The law requires chief executives and chief financial officers to certify their company's financial statements as accurate and holds them criminally liable for falsehoods. Scrushy, who was CEO of the rehabilitation services company, is accused of signing off on false earnings reports in a scheme that inflated numbers for his own enrichment.

Scrushy attorney Abbe Lowell declined to give details, but he said such a legal challenge is common where a law is being used for the first time.

U.S. Attorney Alice Martin said the move had been anticipated and that her office and the Justice Department would work together to defend the new law.

While Scrushy is currently set for trial Feb. 2, both sides agreed that a delay was needed because of the expected challenge to the law and the fact the government has said it has more than 1 million documents to turn over to the defense.

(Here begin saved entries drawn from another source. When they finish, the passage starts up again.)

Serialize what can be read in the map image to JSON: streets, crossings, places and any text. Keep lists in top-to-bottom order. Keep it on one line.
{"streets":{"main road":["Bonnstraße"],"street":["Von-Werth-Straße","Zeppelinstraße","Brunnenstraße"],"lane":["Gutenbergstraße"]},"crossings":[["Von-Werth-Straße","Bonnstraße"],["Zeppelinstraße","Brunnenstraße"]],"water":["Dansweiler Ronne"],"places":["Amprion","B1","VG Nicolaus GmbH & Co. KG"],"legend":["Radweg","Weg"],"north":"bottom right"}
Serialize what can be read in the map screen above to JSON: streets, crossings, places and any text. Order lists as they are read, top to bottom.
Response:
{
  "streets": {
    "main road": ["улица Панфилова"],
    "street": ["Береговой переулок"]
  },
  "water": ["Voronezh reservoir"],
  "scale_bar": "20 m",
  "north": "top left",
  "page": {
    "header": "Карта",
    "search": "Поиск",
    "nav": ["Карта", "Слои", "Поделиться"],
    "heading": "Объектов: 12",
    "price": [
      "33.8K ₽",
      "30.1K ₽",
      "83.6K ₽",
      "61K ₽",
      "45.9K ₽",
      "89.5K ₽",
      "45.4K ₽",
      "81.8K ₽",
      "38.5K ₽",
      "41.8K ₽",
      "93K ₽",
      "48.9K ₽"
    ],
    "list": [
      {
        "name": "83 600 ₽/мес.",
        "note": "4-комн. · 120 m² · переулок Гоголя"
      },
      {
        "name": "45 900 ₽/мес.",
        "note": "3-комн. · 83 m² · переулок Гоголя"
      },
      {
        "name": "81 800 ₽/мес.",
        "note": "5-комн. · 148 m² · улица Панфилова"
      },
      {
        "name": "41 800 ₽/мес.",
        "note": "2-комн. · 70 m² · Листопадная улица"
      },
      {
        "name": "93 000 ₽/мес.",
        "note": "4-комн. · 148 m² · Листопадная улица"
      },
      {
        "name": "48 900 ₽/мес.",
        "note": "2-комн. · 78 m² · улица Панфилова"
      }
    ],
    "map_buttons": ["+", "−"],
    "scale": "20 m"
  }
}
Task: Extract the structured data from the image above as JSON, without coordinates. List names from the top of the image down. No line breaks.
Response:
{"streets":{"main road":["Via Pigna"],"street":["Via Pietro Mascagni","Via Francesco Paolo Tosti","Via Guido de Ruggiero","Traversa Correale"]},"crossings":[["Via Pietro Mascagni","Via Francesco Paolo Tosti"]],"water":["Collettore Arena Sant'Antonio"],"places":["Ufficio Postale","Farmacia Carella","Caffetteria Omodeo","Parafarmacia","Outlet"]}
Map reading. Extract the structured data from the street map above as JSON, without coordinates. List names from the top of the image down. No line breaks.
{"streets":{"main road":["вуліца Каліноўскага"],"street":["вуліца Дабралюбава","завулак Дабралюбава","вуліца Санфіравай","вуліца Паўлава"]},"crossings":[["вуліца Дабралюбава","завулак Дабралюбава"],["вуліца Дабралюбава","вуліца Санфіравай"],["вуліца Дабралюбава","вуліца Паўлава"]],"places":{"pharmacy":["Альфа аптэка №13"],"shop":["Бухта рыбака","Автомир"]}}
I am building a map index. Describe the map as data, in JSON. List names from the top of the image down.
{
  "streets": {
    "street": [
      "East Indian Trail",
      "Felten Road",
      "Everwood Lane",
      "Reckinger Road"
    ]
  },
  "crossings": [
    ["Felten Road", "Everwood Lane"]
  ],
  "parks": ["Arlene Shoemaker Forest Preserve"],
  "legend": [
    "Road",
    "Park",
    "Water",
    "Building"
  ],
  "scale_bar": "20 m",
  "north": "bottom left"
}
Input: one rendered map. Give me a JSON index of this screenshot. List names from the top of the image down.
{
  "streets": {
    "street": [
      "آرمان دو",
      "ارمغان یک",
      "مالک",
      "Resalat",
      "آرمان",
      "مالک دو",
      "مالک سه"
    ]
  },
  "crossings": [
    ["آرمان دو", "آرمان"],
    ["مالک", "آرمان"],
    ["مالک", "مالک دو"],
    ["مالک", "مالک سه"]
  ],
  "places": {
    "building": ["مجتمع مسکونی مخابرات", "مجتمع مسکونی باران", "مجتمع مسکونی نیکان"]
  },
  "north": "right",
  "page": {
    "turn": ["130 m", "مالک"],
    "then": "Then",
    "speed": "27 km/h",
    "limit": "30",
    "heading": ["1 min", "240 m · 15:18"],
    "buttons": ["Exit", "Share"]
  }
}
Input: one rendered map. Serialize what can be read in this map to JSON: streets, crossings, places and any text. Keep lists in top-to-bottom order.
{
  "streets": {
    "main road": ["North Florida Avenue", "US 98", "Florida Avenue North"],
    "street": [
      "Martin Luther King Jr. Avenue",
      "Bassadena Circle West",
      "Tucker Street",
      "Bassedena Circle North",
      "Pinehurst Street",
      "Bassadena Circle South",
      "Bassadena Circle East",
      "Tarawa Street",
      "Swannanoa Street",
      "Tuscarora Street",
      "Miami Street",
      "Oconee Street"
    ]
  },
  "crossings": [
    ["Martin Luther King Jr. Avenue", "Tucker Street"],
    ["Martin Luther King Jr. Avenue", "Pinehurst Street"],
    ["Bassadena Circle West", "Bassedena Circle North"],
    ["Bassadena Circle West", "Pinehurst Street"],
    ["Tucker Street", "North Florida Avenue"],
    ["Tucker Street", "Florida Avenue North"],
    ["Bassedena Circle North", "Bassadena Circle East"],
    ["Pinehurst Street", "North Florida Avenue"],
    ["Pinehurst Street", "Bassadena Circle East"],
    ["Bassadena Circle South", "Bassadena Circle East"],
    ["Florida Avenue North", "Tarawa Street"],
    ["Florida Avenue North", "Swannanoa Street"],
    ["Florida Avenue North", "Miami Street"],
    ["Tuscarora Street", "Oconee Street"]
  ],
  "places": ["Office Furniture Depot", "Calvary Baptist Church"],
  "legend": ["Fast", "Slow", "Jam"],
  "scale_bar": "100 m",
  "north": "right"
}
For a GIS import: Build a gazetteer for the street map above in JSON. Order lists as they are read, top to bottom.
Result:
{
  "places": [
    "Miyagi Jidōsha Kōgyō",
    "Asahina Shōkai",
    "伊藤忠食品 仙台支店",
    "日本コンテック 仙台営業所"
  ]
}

Martin said she would ask the defense to agree to a trial date in August. Lowell was noncommittal on whether that would be acceptable to the defense.

Scrushy, 51, faces an 85-count indictment that charges him with conspiracy, wire fraud, mail fraud, securities fraud and money laundering. He is accused of directing accounting fraud at HealthSouth that inflated profit, revenue and assets by $2.7 billion since 1996.

Separately, a lawyer for Scrushy denied a filing by authorities that says Scrushy has used fraudulently obtained money to pay $21 million in legal fees.

An affidavit signed by Internal Revenue Service agent Charles Traywick, filed with the court Friday, said Scrushy paid Birmingham attorney Donald Watkins' firm a total of $5.5 million, with three other law firms getting a total of nearly $16 million.

The payments "have been identified as having been made by defendant Scrushy from accounts containing substantial deposits of proceeds from crimes charged in the indictment," Traywick said in the affidavit.

Scrushy attorney Thomas Sjoblom said Monday his client's legal fees are being paid from money he earned before 1996.

"It's grave error for the government to suggest that the law firms have received fruits of a crime or ill-gotten gains," Sjoblom said.